[Collection entries]
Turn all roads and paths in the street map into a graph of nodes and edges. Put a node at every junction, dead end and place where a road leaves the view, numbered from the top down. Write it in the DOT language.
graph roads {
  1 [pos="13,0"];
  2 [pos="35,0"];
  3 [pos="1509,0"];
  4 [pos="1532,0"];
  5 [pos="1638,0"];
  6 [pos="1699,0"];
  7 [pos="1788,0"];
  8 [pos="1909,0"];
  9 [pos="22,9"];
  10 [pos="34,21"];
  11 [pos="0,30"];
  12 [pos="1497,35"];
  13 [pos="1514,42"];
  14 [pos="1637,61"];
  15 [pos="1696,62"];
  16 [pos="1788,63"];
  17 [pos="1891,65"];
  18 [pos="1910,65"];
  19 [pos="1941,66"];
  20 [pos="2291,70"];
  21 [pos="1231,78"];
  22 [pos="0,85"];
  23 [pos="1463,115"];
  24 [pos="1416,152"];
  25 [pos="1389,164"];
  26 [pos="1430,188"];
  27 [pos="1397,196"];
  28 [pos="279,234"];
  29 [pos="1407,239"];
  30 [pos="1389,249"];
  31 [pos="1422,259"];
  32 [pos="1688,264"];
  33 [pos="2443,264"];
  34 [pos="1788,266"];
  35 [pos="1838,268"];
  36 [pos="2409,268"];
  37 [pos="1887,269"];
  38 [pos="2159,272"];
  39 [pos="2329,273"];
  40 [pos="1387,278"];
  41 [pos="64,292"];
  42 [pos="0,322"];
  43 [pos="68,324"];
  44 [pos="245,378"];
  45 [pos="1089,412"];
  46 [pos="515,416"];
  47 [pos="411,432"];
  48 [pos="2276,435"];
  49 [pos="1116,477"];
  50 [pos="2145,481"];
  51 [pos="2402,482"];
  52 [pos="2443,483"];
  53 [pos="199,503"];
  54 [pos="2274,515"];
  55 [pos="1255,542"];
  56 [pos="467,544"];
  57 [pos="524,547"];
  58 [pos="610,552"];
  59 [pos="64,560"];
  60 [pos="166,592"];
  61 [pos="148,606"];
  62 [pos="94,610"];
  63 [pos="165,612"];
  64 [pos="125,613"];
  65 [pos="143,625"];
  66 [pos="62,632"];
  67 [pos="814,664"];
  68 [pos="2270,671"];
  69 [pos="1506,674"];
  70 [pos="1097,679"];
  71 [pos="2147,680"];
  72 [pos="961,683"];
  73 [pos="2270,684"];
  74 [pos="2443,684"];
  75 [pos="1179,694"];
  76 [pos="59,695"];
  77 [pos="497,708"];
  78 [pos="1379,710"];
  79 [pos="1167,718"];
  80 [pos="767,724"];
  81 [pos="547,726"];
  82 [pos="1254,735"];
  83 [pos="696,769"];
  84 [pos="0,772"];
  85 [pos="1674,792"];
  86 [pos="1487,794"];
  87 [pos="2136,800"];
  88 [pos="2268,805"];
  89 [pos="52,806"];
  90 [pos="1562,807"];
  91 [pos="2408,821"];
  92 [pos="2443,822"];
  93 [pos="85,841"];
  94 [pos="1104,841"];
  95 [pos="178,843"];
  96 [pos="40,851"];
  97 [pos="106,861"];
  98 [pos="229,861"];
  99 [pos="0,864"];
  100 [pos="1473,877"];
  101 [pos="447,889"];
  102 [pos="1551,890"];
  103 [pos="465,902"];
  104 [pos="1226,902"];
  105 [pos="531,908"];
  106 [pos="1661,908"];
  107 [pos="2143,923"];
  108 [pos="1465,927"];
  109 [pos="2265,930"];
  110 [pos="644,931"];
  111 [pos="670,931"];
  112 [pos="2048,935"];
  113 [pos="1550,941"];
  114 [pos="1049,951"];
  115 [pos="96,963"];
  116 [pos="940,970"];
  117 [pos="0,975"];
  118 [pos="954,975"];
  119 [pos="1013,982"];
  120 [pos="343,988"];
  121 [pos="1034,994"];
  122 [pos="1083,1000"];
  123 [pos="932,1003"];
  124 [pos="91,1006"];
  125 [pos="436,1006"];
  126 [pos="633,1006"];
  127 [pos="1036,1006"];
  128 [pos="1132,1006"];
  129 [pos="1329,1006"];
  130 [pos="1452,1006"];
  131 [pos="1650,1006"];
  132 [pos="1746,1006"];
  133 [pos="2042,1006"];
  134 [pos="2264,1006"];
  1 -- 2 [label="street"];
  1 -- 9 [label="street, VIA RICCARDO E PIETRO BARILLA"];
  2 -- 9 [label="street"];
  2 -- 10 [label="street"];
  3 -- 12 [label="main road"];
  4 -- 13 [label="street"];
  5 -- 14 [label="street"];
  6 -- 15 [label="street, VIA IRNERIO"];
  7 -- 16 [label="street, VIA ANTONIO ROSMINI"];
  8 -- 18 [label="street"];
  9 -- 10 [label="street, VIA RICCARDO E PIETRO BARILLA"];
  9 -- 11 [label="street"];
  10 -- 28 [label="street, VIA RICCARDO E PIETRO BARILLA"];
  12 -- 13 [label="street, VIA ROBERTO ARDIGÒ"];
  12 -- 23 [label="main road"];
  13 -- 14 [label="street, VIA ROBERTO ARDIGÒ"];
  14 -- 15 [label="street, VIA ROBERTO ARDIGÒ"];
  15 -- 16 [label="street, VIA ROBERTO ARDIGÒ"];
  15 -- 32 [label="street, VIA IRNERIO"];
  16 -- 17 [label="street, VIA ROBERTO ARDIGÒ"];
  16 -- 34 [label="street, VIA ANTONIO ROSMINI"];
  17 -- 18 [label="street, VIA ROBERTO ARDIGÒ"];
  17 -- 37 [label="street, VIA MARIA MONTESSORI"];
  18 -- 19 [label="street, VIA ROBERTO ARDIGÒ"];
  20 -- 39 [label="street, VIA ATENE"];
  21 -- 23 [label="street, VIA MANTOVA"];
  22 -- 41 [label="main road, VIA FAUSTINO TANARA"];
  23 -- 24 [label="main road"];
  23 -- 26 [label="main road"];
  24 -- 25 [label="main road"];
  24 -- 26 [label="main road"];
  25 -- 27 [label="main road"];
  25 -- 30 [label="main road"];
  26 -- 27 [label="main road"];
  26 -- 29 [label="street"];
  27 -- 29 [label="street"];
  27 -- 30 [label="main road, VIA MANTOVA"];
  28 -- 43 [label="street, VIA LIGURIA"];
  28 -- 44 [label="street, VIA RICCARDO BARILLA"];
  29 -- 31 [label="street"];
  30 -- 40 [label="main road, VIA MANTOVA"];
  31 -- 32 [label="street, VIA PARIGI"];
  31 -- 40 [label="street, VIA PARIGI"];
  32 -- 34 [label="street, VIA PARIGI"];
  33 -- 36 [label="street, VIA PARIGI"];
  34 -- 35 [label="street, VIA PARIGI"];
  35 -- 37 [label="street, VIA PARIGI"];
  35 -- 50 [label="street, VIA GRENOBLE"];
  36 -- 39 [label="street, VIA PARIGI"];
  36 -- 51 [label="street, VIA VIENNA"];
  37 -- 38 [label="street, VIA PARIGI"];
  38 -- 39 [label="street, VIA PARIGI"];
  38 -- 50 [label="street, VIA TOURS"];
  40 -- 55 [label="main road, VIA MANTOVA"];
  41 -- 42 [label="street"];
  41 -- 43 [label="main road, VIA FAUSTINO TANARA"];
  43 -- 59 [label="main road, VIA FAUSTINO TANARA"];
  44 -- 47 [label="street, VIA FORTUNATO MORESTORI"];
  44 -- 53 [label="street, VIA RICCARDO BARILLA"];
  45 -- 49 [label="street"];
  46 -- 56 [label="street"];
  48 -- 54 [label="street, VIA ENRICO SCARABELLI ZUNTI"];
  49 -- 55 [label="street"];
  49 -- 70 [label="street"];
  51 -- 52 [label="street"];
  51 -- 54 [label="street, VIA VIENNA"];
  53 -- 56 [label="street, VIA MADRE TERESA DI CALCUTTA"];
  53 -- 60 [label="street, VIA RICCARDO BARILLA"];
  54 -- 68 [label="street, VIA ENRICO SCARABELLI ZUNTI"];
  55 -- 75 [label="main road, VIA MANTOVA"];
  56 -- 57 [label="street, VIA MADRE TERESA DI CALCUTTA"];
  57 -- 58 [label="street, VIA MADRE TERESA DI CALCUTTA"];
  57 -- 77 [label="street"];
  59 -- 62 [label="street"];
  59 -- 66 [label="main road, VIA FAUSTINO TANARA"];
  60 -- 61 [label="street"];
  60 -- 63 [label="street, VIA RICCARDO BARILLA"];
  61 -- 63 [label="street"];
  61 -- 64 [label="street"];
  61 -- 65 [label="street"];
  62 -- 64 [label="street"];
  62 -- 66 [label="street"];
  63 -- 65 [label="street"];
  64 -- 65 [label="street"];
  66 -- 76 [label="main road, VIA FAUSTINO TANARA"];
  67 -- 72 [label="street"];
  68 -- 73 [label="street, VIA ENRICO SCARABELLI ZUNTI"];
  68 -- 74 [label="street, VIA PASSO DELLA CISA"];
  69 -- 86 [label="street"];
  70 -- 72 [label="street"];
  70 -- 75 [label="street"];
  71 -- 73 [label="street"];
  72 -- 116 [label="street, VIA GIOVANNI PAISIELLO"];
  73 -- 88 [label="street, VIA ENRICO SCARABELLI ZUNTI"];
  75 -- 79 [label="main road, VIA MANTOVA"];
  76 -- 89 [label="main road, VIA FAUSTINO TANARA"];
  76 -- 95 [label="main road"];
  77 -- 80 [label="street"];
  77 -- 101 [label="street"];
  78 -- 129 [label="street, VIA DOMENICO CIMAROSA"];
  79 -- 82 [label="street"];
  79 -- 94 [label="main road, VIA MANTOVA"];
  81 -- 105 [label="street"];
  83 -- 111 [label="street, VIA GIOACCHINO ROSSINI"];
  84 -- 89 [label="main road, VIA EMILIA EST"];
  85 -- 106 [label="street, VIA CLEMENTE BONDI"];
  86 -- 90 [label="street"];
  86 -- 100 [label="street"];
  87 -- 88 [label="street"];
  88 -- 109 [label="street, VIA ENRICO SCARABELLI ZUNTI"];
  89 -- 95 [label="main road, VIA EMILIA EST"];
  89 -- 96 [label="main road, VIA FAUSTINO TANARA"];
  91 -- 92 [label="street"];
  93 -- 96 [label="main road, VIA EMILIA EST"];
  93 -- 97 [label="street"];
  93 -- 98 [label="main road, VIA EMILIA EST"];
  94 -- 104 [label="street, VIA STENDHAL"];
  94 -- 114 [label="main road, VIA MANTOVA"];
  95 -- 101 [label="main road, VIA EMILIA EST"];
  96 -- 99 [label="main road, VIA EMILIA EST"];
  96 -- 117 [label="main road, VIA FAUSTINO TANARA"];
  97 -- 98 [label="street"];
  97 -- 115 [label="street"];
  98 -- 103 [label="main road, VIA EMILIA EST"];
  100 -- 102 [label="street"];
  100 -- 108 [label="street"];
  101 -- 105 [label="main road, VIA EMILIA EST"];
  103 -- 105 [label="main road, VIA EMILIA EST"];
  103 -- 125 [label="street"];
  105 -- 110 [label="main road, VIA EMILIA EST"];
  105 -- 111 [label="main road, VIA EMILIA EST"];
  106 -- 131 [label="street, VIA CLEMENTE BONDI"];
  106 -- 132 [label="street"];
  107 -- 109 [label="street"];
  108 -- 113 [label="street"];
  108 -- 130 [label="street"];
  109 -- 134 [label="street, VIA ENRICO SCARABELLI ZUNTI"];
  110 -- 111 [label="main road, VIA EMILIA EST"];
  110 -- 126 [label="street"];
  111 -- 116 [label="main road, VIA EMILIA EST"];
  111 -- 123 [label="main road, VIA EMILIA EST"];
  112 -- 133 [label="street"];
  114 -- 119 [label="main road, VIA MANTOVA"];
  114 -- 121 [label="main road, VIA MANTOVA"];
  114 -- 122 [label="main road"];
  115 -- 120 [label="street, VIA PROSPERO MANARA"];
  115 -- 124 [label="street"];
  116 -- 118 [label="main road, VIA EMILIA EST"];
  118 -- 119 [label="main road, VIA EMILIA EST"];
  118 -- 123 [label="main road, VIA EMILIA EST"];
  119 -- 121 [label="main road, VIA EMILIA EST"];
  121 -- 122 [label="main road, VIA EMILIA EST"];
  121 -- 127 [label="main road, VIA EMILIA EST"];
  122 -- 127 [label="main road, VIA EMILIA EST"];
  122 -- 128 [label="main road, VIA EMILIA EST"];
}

Task → Look through the data above. Each line containing the word "FAUSTINO" needs to be copied.

Solution →
  22 -- 41 [label="main road, VIA FAUSTINO TANARA"];
  41 -- 43 [label="main road, VIA FAUSTINO TANARA"];
  43 -- 59 [label="main road, VIA FAUSTINO TANARA"];
  59 -- 66 [label="main road, VIA FAUSTINO TANARA"];
  66 -- 76 [label="main road, VIA FAUSTINO TANARA"];
  76 -- 89 [label="main road, VIA FAUSTINO TANARA"];
  89 -- 96 [label="main road, VIA FAUSTINO TANARA"];
  96 -- 117 [label="main road, VIA FAUSTINO TANARA"];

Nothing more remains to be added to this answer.